I got kinda mad when it happened.

I’m laughing about it now.

The teary-eyed part, no doubt, will come later.


Comments

  1. Spencer says

    Reading through all of this made me remember my days as a young buck. My best friend and I have so many stories, we should write a book! (hey, maybe that’s an idea!) Anyways, it just made me remember all the awesome times I had as a kid – climbing through the heating ducts of my buddy’s house, getting stuck in them, his mother pulling us out! Making a slide out of mattresses and car ramps in his stairwell, putting holes in the walls trying to kill spiders, and of course, catching his living room curtains on fire during the creation of our homemade blowtorches (parenting note – it’s probably a bad idea to leave 10 year olds alone in a house where bottles of Axe body spray and lighters are readily available.)
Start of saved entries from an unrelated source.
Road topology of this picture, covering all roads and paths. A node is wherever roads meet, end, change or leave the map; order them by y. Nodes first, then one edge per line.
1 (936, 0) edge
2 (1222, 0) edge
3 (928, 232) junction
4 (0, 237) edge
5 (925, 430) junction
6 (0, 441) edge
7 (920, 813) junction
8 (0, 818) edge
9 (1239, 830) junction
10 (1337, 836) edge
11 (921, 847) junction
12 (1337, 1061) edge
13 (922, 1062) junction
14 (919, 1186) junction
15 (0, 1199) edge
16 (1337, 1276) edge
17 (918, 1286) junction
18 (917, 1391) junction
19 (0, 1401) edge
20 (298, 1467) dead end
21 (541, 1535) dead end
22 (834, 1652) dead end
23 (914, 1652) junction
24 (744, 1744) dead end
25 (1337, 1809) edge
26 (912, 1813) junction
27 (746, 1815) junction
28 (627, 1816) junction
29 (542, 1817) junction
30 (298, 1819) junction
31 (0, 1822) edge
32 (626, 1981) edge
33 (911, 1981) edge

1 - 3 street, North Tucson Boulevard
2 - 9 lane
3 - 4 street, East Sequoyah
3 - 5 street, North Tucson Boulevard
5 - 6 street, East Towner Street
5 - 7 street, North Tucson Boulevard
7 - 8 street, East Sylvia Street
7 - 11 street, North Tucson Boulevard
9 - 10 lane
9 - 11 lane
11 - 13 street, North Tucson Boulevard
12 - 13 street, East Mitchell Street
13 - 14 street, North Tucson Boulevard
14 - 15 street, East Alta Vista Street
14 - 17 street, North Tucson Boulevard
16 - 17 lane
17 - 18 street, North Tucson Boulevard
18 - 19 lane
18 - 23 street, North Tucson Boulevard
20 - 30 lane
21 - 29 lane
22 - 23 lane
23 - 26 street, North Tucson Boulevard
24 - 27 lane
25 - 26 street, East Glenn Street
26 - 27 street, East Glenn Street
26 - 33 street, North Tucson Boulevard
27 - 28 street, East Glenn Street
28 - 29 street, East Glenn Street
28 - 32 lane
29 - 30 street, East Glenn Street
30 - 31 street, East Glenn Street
    Anyways, great post Jody! Thanks for sharing, man.

  2. Trajan says

    Really great blog post Jod (rhymes with some part of anatomy). Hard to imagine a house without all of the “accoutrements” that give our homes such personality. I still never forget little Natalie writing “I love you” in the dirt on your old Chevy Monza. Keep up the great stories!!

  3. says

    Reading this after finishing Phase 1 of cleaning up the bag of brown sugar my almost-2-year-old dumped all over the kitchen. I’m not even sure how he found it. Earlier today I dumped over a box of cereal while trying to grab it so he wouldn’t dump it out. There won’t be any permanent marks from this one, but I do have an adorable picture of the stick person my oldest daughter drew on the back of our old couch. I really loved that drawing, but I can’t admit that in front of the kids or every available inch of wall space will get marked up. I’ve considered putting a whiteboard or chalkboard wall in their room, but I’m not sure if that will contain the markings or just teach them that it’s really cool to color on walls.

  4. Jennifer says

    You really must invest in some “Mottsenbachers lift off” I swear by that stuff! You can find it at Home Depot in the painting section. LOVE IT! BTW I have heard stories of how one certain brother carved and wrote in marker another brothers name on the white brick of my parents house when the second brother couldn’t even write yet! Oh and the fingernail polish that spilt all over my white kitchen floor….awwww….memories. Good luck

  5. Kristy Genessy says

    Jody, you are a very talented writer! I loved reading this article. It touched my heart and made me cry. Maybe it’s because our kids are too old to even care about writing on the walls because they’re hardly ever home anymore. I will remember to put up the crayons however when you come to visit. :) That picture of Aidan is a classic! His look and pose says it all. Loved it!